Mike’s smile was back, but he was smart enough to keep his mouth shut.

“How the hell did that happen?”

“That’s why we’re here…General Lizzy.” Or not. Mike was incredibly convinced of his own cuteness. His charm and beautiful smile might work on others, but it wasn’t cutting him any slack in her office. She just ignored him. And she ignored his puzzled frown at the failure of his so-civilian tactics.

 

 

33

 

 

Lizzy led the way to the UH-1N Twin Huey helicopter that the USAF 1st Helicopter Squadron at Andrews had sent over. One of the nice benefits of being an agency director; her time was rated as too valuable to be wasted stuck in traffic.

It landed inside the loop of the NRO’s running track, close by the grass volleyball court.

Drake had a good eye.
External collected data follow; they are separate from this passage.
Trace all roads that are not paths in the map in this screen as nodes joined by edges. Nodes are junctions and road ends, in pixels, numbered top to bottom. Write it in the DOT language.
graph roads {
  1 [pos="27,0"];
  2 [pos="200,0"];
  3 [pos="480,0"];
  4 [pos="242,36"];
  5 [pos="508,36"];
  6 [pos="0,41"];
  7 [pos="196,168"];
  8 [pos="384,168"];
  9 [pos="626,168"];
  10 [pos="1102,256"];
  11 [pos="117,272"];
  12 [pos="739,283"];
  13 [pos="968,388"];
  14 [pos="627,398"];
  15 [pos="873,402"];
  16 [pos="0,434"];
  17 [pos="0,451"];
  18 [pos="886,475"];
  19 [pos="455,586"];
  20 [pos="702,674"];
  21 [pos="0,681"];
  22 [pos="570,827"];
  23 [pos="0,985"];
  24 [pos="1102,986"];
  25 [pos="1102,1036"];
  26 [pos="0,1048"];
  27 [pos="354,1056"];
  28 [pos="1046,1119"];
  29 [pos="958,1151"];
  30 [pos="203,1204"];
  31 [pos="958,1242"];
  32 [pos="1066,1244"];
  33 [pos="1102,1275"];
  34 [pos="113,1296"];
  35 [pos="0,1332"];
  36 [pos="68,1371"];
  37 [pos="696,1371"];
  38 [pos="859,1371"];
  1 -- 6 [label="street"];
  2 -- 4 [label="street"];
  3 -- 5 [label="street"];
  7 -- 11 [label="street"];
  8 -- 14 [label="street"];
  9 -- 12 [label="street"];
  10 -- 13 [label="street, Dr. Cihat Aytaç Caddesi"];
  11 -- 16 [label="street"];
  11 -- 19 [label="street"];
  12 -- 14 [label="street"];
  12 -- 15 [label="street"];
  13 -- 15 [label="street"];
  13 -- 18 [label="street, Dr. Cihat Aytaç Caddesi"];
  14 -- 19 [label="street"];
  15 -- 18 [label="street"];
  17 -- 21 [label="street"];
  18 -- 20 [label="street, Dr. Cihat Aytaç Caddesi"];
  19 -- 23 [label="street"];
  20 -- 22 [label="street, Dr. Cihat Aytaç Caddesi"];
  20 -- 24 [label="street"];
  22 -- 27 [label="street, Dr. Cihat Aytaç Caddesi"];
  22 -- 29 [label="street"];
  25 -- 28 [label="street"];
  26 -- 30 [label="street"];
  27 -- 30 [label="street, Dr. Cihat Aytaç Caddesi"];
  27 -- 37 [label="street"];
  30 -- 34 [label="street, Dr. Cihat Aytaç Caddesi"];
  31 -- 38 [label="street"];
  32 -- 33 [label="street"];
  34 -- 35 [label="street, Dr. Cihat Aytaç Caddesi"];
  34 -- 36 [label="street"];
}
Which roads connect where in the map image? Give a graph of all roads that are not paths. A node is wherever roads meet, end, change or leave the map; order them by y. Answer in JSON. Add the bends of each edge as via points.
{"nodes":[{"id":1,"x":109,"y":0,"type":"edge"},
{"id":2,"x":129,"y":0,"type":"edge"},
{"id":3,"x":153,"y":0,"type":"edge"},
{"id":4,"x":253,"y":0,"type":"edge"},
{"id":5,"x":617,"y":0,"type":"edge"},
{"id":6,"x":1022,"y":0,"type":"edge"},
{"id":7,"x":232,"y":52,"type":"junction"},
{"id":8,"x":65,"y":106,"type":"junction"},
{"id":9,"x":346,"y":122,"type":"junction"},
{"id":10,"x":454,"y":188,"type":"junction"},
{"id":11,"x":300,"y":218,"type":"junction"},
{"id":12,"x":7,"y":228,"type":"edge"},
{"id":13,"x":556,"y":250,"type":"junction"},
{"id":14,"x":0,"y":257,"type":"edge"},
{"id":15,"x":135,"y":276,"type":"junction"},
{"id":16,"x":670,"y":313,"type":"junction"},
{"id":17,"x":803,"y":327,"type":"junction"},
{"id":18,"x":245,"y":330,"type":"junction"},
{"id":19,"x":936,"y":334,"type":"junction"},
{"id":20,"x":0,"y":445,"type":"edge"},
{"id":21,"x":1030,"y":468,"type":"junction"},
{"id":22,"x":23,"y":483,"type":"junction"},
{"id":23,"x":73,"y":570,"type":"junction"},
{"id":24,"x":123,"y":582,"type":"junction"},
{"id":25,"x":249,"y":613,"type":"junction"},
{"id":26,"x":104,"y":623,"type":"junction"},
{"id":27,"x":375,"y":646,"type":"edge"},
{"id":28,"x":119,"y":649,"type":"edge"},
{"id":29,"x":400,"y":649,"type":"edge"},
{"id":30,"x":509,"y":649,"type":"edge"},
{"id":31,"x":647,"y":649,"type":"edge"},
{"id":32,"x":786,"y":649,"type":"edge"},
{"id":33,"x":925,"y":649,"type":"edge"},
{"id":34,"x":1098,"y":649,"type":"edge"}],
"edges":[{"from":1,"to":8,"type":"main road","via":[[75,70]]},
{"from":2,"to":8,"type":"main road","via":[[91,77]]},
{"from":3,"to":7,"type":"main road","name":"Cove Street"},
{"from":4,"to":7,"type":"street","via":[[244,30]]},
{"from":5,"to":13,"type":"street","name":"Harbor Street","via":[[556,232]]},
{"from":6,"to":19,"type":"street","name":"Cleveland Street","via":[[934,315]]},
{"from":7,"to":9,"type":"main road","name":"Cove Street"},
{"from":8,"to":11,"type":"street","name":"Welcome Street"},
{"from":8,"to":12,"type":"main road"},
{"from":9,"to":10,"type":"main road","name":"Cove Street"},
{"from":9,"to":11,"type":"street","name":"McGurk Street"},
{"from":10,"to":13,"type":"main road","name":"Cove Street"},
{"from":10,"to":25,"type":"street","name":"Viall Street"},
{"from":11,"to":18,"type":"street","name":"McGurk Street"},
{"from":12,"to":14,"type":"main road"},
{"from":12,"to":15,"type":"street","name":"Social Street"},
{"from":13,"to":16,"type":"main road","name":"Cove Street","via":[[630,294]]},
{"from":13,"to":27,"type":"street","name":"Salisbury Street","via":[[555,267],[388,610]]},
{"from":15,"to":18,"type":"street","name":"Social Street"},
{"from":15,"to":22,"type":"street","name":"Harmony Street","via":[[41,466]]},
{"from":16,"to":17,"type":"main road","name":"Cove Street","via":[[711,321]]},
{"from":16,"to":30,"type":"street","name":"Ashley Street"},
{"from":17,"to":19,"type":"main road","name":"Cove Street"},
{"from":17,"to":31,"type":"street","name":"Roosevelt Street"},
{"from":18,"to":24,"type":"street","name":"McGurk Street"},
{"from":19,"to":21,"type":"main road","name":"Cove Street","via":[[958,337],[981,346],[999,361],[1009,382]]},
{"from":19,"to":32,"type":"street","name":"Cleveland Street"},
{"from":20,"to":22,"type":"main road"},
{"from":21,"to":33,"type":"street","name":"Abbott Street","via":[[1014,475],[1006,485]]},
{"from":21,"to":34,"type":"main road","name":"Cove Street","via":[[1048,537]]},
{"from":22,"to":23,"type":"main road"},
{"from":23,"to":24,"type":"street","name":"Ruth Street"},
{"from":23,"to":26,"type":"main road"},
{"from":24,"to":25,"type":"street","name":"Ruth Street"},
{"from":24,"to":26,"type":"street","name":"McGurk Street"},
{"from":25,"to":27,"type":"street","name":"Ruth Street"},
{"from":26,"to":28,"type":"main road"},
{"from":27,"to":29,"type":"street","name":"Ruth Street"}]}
Her diamond exactly matched the Air Force-blue paint job and her gold band matched the helo’s gold side-stripe. There was no clear diamond to match the white tops of the Huey, but she preferred the simplicity of the ring with just the single stone and the smoothly twisted setting suggestive of the contrail of a jet barrel-rolling through the sky.

Now she finally knew how to explain to her mother why she’d waited so long to get married. Not like her three sisters hadn’t already provided multiple grandchildren, along with four divorces and six marriages. Lizzy had waited…for Drake.

They all clambered aboard and the helo lifted for the fifteen-minute ride to Andrews.

A text chirped on her phone.

“According to the NSA,” she read out, “Taz placed a called approximately five hours ago from—oh shit—Avalon Harbor.”

She’d already checked her satellite logs while they were still in her office. There’d been no surveillance over Aspen or Santa Catalina at the time of either crash. We aren’t in the habit of surveilling non-military civilian territory. Mike hadn’t been pleased, but Jon was military and had nodded in understanding.

“They found three call starts, none over twenty seconds. It was locked down with the full SCIP encryption, so we can’t trace them. All they know was that two of the calls were to the Pentagon.”

“Before or after the crash time?” Mike asked while the rest of them were still processing the information.

“Within five minutes after. Three minutes, fifteen seconds actually.”

“Three-fifteen.” Mike sat back and spoke as if to himself, “Did she bail out at the last second? Was she ashore, witnessed the crash, and needed to report it? Or was it because the crash was unplanned and she then had to act quickly? I’m guessing the last.”